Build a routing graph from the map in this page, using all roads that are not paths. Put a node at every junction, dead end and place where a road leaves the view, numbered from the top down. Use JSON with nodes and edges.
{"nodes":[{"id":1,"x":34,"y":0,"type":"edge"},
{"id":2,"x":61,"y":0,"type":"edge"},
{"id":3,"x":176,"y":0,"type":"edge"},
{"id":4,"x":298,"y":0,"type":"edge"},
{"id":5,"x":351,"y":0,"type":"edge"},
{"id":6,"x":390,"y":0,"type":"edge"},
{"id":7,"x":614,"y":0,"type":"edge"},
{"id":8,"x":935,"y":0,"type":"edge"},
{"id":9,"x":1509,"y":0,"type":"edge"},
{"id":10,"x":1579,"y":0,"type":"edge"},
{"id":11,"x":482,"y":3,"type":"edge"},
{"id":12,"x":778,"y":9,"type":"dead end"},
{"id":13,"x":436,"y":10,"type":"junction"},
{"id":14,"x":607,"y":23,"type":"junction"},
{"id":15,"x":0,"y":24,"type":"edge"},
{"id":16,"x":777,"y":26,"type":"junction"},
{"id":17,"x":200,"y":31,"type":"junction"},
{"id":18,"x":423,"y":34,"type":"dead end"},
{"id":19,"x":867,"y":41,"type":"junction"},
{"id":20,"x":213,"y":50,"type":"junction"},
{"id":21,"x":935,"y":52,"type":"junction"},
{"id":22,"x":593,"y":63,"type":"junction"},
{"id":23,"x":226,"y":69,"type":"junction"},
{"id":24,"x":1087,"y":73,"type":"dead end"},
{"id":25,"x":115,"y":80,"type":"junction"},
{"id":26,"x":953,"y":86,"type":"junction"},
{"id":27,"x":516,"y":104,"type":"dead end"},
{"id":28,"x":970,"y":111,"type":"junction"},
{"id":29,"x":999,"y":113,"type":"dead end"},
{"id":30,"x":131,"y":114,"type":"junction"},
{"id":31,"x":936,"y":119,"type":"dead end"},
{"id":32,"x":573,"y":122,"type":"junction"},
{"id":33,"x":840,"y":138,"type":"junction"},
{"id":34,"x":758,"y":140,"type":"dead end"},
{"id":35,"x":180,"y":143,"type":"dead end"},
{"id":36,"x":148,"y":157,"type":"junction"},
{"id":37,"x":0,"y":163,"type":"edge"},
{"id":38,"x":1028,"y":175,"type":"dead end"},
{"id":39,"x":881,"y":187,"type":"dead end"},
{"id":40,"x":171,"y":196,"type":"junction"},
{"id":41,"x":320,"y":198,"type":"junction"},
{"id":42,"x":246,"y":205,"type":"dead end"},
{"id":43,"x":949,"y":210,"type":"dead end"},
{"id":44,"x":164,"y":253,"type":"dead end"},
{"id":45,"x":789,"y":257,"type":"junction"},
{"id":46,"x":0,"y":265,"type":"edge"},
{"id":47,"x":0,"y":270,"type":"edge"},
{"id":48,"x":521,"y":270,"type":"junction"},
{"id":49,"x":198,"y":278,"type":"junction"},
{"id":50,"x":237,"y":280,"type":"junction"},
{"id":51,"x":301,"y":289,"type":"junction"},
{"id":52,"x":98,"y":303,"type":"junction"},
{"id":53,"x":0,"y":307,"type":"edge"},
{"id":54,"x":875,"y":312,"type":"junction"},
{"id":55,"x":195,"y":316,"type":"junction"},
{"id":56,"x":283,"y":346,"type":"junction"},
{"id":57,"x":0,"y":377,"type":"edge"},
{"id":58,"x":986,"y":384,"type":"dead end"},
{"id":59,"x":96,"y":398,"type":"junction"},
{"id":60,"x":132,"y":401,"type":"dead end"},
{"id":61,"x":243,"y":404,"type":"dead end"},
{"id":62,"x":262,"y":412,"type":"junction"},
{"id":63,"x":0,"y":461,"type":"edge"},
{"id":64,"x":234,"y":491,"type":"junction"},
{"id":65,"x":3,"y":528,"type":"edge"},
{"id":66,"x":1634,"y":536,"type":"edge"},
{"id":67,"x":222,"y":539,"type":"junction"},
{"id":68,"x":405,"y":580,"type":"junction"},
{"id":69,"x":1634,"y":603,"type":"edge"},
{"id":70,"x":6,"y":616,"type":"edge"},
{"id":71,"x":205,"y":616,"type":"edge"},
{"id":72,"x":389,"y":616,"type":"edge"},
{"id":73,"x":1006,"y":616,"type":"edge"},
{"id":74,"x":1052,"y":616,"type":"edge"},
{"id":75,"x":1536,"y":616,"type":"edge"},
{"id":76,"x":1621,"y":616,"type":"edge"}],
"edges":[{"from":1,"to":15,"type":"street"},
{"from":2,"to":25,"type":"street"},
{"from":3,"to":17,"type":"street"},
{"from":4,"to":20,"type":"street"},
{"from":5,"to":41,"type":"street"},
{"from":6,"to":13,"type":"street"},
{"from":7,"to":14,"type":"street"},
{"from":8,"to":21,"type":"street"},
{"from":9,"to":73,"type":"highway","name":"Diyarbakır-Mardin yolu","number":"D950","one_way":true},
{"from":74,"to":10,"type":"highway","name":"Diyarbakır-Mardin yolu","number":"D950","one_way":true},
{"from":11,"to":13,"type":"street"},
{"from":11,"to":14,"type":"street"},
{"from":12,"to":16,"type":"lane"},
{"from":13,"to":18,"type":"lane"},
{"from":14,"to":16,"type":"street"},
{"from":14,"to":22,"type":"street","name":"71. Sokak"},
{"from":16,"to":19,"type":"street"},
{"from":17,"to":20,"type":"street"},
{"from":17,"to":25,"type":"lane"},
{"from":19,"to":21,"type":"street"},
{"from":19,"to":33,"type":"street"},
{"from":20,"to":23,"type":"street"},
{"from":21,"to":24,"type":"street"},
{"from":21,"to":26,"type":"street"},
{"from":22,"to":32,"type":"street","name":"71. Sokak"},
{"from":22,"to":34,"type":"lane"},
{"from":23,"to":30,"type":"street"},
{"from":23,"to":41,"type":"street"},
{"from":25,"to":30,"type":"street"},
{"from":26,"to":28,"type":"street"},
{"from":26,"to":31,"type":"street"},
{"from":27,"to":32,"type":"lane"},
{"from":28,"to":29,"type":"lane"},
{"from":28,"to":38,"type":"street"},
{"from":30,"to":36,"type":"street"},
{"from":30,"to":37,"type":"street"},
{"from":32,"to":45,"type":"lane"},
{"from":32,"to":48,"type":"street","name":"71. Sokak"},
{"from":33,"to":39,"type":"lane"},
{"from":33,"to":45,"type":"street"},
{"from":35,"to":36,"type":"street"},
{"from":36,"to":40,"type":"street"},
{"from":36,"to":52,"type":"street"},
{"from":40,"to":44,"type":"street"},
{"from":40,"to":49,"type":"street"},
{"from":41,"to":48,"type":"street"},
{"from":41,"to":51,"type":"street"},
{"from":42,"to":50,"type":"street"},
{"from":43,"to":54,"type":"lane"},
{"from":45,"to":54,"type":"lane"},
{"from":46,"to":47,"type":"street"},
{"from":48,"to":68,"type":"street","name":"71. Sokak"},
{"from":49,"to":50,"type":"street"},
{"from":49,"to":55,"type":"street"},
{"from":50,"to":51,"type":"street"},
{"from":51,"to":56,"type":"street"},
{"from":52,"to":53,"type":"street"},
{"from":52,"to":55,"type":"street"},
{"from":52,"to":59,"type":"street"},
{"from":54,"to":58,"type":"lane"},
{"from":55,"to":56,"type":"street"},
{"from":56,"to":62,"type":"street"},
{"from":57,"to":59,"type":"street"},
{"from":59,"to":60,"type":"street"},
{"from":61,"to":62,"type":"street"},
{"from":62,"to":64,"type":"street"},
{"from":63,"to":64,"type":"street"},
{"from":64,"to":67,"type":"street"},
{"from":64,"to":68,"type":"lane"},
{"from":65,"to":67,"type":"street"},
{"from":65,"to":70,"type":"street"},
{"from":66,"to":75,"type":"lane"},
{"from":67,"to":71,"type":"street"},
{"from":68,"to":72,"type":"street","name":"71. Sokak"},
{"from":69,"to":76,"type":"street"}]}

Work to complete ▸
Every line above that includes the word "yolu" should be listed.

Written reply ▸
{"from":9,"to":73,"type":"highway","name":"Diyarbakır-Mardin yolu","number":"D950","one_way":true},
{"from":74,"to":10,"type":"highway","name":"Diyarbakır-Mardin yolu","number":"D950","one_way":true},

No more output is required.